How Jesus heals vs. curing

Since our culture tends to think about bodies and disabilities through a medical perspective, it makes sense that when we think about healing, particularly for folks with disabilities, we might assume it means some kind of bodily healing, or cure. But especially in healing narratives where the gospel writer goes into detail, we realize these encounters are about much more than a cure. 

If curing were the essential part, the narrative could end when the body is changed. But instead, gospel writers continue reporting far beyond the moment of physical cure to include details that wouldn’t matter if curing the body were the main point. 

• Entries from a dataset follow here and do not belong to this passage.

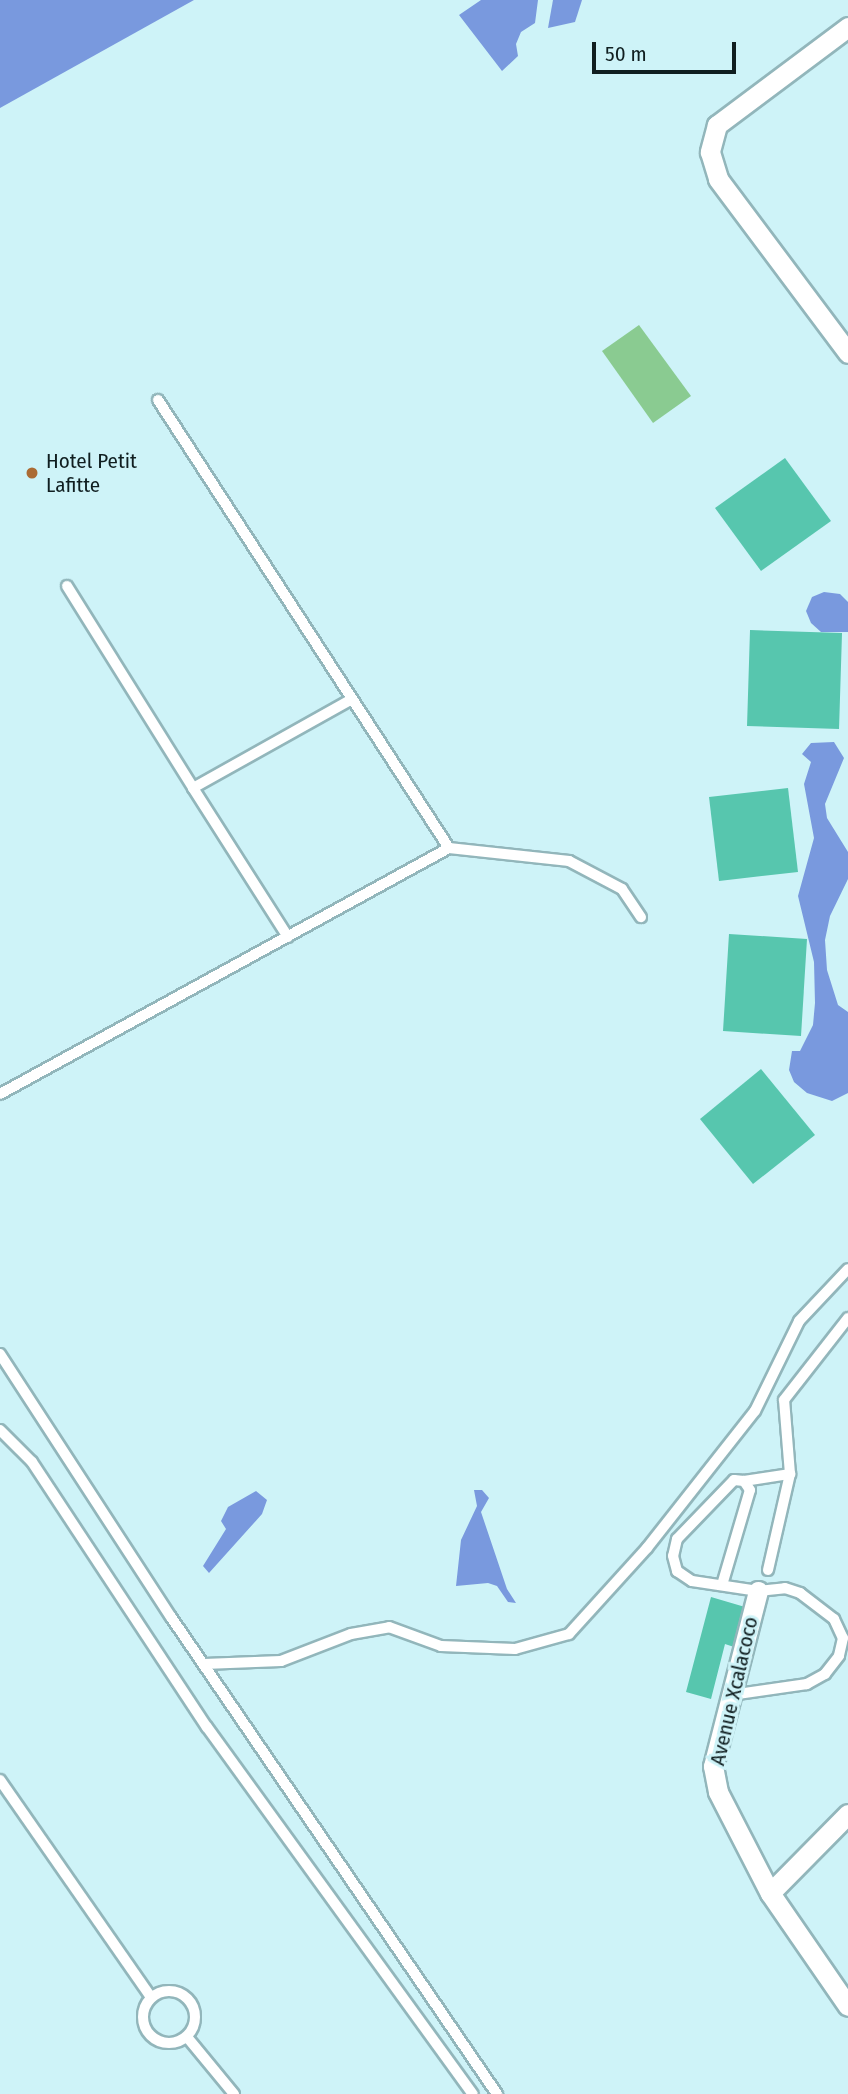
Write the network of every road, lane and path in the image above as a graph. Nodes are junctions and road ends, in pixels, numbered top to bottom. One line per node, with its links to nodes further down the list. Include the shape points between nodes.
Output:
1 (848, 27): 2 (street, via 717,125 710,152 718,179)
2 (848, 353)
3 (158, 400): 5 (lane)
4 (67, 586): 6 (lane)
5 (352, 699): 6 (lane); 7 (lane)
6 (193, 789): 9 (lane)
7 (449, 848): 8 (lane, via 569,861 622,889); 9 (lane)
8 (641, 917)
9 (288, 937): 10 (lane)
10 (0, 1094)
11 (848, 1269): 20 (lane, via 799,1321 755,1411 647,1548 569,1634 515,1649 453,1647 389,1627 351,1634 281,1661)
12 (848, 1318): 15 (lane, via 784,1400)
13 (0, 1354): 20 (lane)
14 (0, 1430): 29 (lane, via 32,1462 208,1727)
15 (790, 1474): 16 (lane); 17 (lane)
16 (744, 1480): 18 (lane, via 750,1490); 18 (lane, via 734,1480 677,1539 673,1556 677,1571 692,1581)
17 (768, 1570)
18 (722, 1585): 19 (lane)
19 (758, 1591): 21 (street, Avenue Xcalacoco); 21 (lane, via 785,1588 817,1604 834,1619 843,1638 839,1656 825,1674 807,1684)
20 (204, 1664): 30 (lane)
21 (731, 1695): 24 (street, Avenue Xcalacoco, via 713,1766 718,1793)
22 (0, 1780): 25 (lane)
23 (848, 1814): 24 (street)
24 (770, 1894): 26 (street, Avenue Xcalacoco)
25 (151, 1997): 27 (lane, via 167,1991 189,1999 195,2022); 27 (lane, via 143,2012 149,2035 172,2043)
26 (848, 2006)
27 (187, 2037): 28 (lane)
28 (234, 2094)
29 (473, 2094)
30 (497, 2094)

This is part of how we recognize that healing is not equivalent to curing in the gospels. A cure is simply a transformation of a body (part), a body that will eventually deteriorate and die. But Jesus’s healing is much bigger and involves someone’s entire life.

Why Jesus heals more than the body 

In Jesus’s context, having a disability was about more than what a person couldn’t do (see, walk, etc.). It was also about what they were not able to be: namely, valued, integrated members of their social community and worship space, with meaningful vocations (things that continue to be true for too many people with disabilities today). 

So Jesus’s healing work needed to involve holistic transformation.

Apart from bodily cure, the people Jesus heals experience healing socially, relationally, spiritually, and in many other ways. It is a whole life transformation, including transformation of how people perceive them. 

In an encounter, Jesus will often remind the person (and anyone nearby) of that person’s true identity—by calling them a daughter, son, part of the family of faith—something that was always true, but not always acknowledged by the broader culture.

When they are healed on a social level, people are able to more fully integrate into their community. And spiritually, they recognize the truth of who Jesus is, often becoming followers or worshipers, and sometimes even gain a meaningful vocation as evangelists to their hometowns. These are all aspects of healing, going beyond cure.

What can we learn from Jesus about healing vs. curing?

The lingering question: as followers of Jesus, should we consider cure an essential part of healing? 

Caring for people’s bodies mattered to Jesus, and it should matter to us. But a common thread among the healing encounters is that the person left the encounter feeling good about what took place. 

For a number of folks with disabilities today, a bodily cure is not something they need or even want, because they appreciate the bodies and minds God has given them. In these cases, to assume healing must include bodily cure could be harmful, something that did not occur when Jesus healed. 

So to follow in the way of Jesus today means holistically healing (which may not include curing): deeper integration into community, growing connection to Jesus, and a meaningful life path. What would it mean to make space for this kind of healing for people?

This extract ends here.